What is the most important information I should know about romidepsin?
Use only as directed. Tell your doctor if you use other medicines or have other medical conditions or allergies.
What is romidepsin?
Romidepsin is used to treat T-cell lymphoma affecting the skin (cutaneous T-cell lymphoma).
Romidepsin is given after at least one other cancer treatment did not work or has stopped working.
Romidepsin may also be used for purposes not listed in this medication guide.
What should I discuss with my healthcare provider before receiving romidepsin?
Tell your doctor if you have ever had:
- heart problems or a heart rhythm disorder;
- long QT syndrome (in you or a family member);
- kidney disease;
- liver disease (especially hepatitis B);
- an electrolyte imbalance (such as high or low levels of potassium or magnesium in your blood); or
- if you are sick with nausea, vomiting, or diarrhea.
You may need to have a negative pregnancy test 7 days before starting this treatment.
Both men and women using this medicine should use effective birth control to prevent pregnancy. Men should use condoms. Romidepsin can harm an unborn baby if the mother or father is using this medicine.
Keep using birth control for at least 1 month after your last dose. Tell your doctor right away if a pregnancy occurs.
Romidepsin can make hormonal birth control less effective, including birth control pills, injections, implants, skin patches, and vaginal rings. Use barrier birth control to prevent pregnancy: condom, diaphragm, cervical cap, or contraceptive sponge.
Pregnancy may be less likely to occur while the mother or the father is using this medicine. Both men and women should still use birth control to prevent pregnancy because the medicine can harm an unborn baby.
You should not breastfeed while using this medicine, and for at least 1 week after your last dose.
How is romidepsin given?
Romidepsin is injected into a vein by a healthcare provider.
This medicine must be given slowly over 4 hours.
Romidepsin is given in a 28-day treatment cycle. You will receive an injection only on certain days of this cycle.
You may be given other medicine to prevent nausea or vomiting while you are receiving romidepsin.
Drink plenty of liquids in the 3 days after each injection.
You may get infections more easily, even serious or fatal infections. You will need frequent medical tests. Your heart function may also need to be checked
If you've had hepatitis B, it may come back or get worse. You may need liver function tests while using this medicine and for several months after you stop.
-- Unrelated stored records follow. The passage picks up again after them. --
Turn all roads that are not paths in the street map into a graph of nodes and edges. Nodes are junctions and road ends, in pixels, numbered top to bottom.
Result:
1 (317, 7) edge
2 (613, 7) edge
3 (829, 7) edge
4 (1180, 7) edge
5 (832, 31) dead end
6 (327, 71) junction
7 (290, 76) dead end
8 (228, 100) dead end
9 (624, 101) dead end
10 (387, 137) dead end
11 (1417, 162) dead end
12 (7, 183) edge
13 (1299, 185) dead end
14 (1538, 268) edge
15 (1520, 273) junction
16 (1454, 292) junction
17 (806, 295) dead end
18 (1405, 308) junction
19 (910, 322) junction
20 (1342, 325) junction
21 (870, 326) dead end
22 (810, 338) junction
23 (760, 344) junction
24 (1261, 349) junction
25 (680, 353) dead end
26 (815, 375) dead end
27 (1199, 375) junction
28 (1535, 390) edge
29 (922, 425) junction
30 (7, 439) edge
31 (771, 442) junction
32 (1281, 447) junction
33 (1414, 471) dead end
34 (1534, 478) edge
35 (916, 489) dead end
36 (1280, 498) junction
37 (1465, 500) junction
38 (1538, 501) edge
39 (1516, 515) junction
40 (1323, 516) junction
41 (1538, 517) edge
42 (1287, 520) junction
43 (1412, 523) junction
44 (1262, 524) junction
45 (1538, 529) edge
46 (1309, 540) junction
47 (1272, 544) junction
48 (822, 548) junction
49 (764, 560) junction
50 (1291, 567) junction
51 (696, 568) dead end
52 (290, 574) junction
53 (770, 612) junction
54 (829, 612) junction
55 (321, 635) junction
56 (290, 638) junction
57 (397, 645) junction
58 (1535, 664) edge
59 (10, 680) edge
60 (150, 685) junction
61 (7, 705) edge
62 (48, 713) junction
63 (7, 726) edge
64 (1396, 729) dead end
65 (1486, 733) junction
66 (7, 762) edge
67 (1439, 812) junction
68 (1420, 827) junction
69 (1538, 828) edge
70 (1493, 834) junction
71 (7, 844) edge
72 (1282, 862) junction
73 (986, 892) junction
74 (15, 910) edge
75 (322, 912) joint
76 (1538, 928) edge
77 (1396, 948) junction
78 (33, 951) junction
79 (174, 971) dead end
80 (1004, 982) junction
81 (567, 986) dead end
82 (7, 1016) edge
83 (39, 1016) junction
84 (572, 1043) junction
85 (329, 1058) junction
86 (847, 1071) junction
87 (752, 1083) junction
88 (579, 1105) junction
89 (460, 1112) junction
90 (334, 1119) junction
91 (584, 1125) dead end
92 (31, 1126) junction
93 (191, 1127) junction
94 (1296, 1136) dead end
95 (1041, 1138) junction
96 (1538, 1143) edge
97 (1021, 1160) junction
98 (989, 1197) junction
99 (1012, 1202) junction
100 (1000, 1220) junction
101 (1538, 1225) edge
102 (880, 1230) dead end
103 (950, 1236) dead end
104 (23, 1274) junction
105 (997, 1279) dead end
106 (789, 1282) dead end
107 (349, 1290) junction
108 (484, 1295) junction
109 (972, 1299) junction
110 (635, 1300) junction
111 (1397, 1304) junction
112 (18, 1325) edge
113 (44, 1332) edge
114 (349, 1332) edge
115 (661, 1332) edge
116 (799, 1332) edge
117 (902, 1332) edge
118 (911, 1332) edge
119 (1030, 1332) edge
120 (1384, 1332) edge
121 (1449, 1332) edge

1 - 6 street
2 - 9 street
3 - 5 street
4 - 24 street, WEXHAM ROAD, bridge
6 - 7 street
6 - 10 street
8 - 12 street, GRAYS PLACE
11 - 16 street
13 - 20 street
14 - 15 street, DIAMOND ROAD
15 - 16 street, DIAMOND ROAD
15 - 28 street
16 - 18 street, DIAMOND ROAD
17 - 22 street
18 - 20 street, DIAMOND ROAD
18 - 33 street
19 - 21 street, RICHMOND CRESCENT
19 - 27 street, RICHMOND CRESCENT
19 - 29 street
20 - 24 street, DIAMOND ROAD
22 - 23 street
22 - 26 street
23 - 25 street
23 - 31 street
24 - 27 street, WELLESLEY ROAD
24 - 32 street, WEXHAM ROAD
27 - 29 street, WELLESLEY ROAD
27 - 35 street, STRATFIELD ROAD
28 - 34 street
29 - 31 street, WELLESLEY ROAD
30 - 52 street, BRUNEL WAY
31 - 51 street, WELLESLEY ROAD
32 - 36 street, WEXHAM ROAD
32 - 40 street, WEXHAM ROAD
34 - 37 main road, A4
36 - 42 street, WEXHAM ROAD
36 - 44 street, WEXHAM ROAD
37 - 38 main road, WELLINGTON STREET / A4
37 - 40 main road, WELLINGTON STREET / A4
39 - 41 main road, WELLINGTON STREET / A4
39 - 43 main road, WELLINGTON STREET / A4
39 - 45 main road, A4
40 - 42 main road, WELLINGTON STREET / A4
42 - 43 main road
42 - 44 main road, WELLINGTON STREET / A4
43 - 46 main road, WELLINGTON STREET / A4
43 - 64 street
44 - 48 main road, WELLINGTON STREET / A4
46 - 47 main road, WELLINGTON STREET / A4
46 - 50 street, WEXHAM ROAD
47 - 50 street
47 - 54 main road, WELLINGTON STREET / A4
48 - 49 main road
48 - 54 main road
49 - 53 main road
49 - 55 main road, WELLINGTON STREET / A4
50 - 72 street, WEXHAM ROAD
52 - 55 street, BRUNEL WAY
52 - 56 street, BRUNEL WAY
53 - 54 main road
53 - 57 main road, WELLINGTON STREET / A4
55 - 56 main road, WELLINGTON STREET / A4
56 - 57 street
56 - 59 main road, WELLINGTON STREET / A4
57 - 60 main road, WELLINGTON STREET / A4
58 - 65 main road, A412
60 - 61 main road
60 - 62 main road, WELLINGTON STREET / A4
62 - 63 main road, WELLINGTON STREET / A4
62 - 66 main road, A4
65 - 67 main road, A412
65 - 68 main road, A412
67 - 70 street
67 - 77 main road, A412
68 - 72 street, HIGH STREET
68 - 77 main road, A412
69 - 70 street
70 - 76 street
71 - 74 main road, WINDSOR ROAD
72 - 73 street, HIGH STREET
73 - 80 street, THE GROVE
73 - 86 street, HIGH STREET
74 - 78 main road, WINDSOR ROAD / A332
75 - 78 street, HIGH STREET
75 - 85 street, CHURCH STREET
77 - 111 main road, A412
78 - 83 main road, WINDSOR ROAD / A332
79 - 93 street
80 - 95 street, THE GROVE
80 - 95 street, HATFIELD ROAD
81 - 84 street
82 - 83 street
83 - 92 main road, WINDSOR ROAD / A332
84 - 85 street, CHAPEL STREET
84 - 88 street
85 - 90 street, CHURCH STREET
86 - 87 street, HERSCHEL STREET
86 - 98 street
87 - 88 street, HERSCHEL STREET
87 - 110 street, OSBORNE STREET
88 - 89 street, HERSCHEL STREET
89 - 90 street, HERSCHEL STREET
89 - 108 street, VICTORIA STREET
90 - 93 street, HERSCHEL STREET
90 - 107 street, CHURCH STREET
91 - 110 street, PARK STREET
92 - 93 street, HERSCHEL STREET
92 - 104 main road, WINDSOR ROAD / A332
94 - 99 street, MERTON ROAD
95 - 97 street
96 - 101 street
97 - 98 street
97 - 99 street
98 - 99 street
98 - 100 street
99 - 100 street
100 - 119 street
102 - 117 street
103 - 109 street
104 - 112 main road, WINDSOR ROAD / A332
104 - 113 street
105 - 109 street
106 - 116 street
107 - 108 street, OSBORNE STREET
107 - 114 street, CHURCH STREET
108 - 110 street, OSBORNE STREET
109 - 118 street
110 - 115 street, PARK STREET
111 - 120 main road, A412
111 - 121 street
What happens if I miss a dose?
Call your doctor for instructions if you miss an appointment for your romidepsin injection.
What happens if I overdose?
Seek emergency medical attention or call the Poison Help line at 1-800-222-1222.
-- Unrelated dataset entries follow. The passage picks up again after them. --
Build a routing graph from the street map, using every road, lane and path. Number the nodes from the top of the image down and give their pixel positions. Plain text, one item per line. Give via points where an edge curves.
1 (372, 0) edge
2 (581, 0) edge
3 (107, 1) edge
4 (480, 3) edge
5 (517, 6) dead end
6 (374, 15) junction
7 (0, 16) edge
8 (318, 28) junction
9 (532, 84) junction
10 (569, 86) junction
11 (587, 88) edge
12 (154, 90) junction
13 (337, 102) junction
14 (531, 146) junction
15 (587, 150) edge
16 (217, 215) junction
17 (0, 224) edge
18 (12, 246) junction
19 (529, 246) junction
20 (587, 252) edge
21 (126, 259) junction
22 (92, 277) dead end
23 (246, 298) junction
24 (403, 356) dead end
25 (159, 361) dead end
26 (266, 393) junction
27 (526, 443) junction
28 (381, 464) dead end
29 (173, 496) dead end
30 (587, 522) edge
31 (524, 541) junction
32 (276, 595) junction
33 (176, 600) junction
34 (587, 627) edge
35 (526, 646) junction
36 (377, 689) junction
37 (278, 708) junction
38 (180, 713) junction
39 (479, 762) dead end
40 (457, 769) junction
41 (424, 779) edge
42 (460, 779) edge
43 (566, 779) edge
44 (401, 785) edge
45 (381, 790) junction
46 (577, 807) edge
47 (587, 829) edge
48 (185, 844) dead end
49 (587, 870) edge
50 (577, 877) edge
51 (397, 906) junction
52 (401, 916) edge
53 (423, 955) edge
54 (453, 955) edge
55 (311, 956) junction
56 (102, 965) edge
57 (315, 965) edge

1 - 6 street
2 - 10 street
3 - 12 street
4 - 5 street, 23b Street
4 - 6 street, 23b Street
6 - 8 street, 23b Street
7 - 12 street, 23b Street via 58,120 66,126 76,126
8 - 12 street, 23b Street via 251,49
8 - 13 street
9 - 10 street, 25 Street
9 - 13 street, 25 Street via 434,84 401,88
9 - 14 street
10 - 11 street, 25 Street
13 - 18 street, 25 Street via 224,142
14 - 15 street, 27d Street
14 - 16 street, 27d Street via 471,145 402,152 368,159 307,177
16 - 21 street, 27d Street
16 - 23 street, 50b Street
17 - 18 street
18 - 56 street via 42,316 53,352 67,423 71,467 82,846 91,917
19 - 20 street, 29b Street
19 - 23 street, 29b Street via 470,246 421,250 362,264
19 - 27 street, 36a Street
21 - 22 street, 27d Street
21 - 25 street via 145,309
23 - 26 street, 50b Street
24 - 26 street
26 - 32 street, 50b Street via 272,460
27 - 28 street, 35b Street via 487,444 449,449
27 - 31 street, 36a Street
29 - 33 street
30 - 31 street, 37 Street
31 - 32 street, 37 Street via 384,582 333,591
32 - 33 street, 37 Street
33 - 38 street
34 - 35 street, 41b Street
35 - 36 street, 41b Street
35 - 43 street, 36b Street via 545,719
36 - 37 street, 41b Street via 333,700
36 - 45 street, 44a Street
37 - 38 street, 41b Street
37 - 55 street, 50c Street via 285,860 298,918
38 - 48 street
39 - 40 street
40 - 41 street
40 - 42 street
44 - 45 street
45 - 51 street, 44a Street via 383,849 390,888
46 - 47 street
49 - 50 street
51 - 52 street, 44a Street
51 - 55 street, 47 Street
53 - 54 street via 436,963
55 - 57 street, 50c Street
What should I avoid while receiving romidepsin?
Follow your doctor's instructions about any restrictions on food, beverages, or activity.
What are the possible side effects of romidepsin?
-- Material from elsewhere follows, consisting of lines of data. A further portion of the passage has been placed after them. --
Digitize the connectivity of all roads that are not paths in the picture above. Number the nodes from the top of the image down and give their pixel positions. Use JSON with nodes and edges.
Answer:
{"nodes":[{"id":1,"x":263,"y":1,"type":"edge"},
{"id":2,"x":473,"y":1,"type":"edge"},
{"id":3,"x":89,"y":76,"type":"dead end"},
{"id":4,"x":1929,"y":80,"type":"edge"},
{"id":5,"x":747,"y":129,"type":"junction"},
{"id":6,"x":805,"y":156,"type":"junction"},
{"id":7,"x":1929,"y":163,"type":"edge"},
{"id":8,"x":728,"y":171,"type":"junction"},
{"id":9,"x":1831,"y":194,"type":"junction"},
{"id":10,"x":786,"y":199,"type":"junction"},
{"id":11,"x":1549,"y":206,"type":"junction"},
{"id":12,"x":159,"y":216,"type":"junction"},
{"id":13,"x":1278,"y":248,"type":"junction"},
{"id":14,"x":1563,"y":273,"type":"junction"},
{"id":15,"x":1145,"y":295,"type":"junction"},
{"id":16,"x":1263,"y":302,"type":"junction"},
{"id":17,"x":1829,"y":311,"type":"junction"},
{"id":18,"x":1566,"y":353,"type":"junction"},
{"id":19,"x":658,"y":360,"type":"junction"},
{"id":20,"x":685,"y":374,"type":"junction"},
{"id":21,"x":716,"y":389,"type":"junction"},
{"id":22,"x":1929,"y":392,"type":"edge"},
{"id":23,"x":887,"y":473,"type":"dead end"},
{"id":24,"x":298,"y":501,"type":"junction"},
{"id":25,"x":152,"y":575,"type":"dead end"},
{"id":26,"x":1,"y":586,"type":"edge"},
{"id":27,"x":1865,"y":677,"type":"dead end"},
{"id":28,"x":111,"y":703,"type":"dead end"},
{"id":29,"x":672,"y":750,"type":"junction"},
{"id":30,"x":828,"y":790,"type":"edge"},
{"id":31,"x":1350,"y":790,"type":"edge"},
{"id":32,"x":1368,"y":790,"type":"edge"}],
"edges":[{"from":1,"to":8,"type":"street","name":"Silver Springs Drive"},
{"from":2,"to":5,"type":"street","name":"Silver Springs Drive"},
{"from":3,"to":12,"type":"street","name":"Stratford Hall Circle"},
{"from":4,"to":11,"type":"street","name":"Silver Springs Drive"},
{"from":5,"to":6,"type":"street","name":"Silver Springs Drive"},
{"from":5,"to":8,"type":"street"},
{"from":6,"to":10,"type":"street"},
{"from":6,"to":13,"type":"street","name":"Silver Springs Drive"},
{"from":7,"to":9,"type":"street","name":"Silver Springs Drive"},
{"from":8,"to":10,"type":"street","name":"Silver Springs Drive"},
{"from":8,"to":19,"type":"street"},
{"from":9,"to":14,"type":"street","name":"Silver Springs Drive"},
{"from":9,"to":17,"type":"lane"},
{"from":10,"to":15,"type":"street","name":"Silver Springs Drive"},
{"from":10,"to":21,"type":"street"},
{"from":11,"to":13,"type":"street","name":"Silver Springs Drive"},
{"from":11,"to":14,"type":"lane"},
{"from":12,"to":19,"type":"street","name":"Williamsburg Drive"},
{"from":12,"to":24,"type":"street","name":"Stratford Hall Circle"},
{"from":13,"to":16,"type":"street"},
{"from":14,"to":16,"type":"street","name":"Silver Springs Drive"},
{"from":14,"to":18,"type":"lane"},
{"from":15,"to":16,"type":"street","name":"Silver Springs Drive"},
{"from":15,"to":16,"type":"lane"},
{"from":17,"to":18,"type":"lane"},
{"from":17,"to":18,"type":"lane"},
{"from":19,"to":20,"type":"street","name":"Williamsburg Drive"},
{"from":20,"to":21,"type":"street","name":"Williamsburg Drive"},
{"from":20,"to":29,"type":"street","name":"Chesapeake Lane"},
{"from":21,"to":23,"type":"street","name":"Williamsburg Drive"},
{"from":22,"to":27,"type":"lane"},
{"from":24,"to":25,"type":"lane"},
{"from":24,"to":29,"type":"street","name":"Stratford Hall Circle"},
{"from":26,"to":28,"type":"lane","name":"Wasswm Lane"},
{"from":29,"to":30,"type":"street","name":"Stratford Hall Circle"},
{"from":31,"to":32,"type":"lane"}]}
Get emergency medical help if you have signs of an allergic reaction: hives; difficult breathing; swelling of your face, lips, tongue, or throat.
You may get infections more easily, even serious or fatal infections, during and after treatment. Call your doctor right away if you have signs of infection such as:
- fever, flu symptoms, muscle aches;
- worsening skin symptoms;
- burning when you urinate; or
- cough, chest discomfort, feeling short of breath.
Also call your doctor at once if you have:
- chest pain, feeling short of breath;
- fast or pounding heartbeats, fluttering in your chest, sudden dizziness (like you might pass out);
- low blood cell counts --fever, chills, tiredness, mouth sores, skin sores, easy bruising, unusual bleeding, pale skin, cold hands and feet, feeling light-headed or short of breath;
- signs of tumor cell breakdown --tiredness, weakness, muscle cramps, nausea, vomiting, diarrhea, fast or slow heart rate, tingling in your hands and feet or around your mouth.
Common side effects may include:
- low blood cells counts, infections;
- nausea, vomiting, loss of appetite;
- tiredness; or
- changes in your sense of taste.
This is not a complete list of side effects and others may occur. Call your doctor for medical advice about side effects. You may report side effects to FDA at 1-800-FDA-1088.
What other drugs will affect romidepsin?
Romidepsin can cause a serious heart problem. Your risk may be higher if you also use certain other medicines for infections, asthma, heart problems, high blood pressure, depression, mental illness, cancer, malaria, or HIV.
Tell your doctor about all your current medicines. Many drugs can affect romidepsin, especially:
- dexamethasone or other steroid medicine;
- St. John's wort;
- an antibiotic or antifungal medicine;
- an antidepressant;
- a blood thinner (warfarin, Coumadin, Jantoven);
- heart rhythm medicine;
- HIV or AIDS medicine;
- seizure medicine; or
- tuberculosis medicine.
This list is not complete and many other drugs may affect romidepsin. This includes prescription and over-the-counter medicines, vitamins, and herbal products. Not all possible drug interactions are listed here.
Where can I get more information?
Your doctor can provide more information about romidepsin.
Remember, keep this and all other medicines out of the reach of children, never share your medicines with others, and use this medication only for the indication prescribed.